It has been one year since BREACH made our way into our hearts, and there does not seem to be any articles or posts or patches since then, is my Google-fu weakening?
BREACH is a vulnerability that is present when several conditions are met:
Each of these conditions pose no threat in themselves, but combined they lead to a vulnerability. This is partly the reason that there is no clear-cut solution to this vulnerability: simply upgrading Apache or OpenSSL is not enough. Disabling gzip compression for everything does not make much sense. Reflecting user input is totally fine most of the time. There is not really a simple solution, but there has been made some progress in the last years to mitigate BREACH.
One of the best solutions is the same-site cookie flag. This makes cookies no longer work on cross-origin requests, which solves CSRF-attacks and thus also BREACH. Somebody is working on a specification and it is already implemented in Chrome, Firefox, and Edge on Windows 10. Chrome is even working on making all cookies SameSite by default, thus solving BREACH and all other CSRF-like attacks in Chrome.
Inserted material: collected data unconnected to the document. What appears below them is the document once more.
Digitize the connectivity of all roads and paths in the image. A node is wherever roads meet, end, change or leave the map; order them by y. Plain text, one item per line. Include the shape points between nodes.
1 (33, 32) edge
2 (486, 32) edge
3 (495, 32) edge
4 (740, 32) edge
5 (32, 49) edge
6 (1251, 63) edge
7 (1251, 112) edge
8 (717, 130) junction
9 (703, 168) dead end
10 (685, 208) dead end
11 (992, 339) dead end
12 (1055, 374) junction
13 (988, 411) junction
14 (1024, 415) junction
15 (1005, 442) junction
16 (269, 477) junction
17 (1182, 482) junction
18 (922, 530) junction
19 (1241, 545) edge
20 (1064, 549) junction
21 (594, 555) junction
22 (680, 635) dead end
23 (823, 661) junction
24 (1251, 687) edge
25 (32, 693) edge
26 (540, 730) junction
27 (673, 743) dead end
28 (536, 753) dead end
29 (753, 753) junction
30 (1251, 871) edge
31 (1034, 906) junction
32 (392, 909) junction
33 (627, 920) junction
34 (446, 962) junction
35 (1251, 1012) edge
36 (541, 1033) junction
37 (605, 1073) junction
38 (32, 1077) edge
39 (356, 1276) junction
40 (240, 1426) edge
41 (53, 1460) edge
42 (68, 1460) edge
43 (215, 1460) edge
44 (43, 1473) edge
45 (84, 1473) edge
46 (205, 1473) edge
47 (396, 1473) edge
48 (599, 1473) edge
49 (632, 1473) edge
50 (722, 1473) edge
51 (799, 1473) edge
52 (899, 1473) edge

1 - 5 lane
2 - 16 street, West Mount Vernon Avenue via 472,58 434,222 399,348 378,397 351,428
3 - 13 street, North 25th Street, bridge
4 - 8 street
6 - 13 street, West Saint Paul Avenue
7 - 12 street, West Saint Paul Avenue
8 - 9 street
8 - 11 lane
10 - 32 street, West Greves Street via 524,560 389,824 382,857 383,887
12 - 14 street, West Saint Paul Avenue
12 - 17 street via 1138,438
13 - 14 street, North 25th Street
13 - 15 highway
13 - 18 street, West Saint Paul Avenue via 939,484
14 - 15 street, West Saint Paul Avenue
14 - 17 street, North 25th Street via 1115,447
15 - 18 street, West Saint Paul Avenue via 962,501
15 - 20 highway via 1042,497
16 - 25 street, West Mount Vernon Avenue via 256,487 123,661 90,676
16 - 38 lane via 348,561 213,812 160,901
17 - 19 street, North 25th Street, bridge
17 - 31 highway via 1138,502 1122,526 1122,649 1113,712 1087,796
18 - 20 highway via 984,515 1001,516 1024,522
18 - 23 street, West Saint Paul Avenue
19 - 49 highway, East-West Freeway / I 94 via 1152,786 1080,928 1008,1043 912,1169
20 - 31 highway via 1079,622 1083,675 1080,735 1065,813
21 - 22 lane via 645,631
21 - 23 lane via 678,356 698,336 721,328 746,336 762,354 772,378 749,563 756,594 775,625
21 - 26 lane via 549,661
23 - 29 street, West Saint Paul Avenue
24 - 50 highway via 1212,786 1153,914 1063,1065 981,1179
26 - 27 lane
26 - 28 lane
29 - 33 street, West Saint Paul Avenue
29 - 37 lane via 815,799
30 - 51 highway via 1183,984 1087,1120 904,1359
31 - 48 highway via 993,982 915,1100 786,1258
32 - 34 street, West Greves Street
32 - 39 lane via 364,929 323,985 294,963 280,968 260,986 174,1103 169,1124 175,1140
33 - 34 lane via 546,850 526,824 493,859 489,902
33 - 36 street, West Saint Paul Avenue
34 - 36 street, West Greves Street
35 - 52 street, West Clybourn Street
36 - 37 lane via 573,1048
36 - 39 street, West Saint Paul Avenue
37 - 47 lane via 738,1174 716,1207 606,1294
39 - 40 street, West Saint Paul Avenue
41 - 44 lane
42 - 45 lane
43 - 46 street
There are also several projects that randomize the response length. Some modules put a random HTML comment in each response, which is a total hack. Padding support has been formalized in TLS 1.3, but it will take some time before that is implemented in servers.
Some frameworks have also taken steps to mitigate BREACH attacks, particularly to prevent guessing of the CSRF token. Django randomizes the CSRF token on each request, so that it can not be guessed over multiple requests. This is relatively new, released this year in Django 1.10.
There has also been some progress for attackers. This year researchers have shown that BREACH can also be converted to a timing attack (HEIST), where it is exploitable by just running Javascript in the browser. Finally, a new toolkit (Rupture) has also been developed this year to exploit compression side-channel vulnerabilities.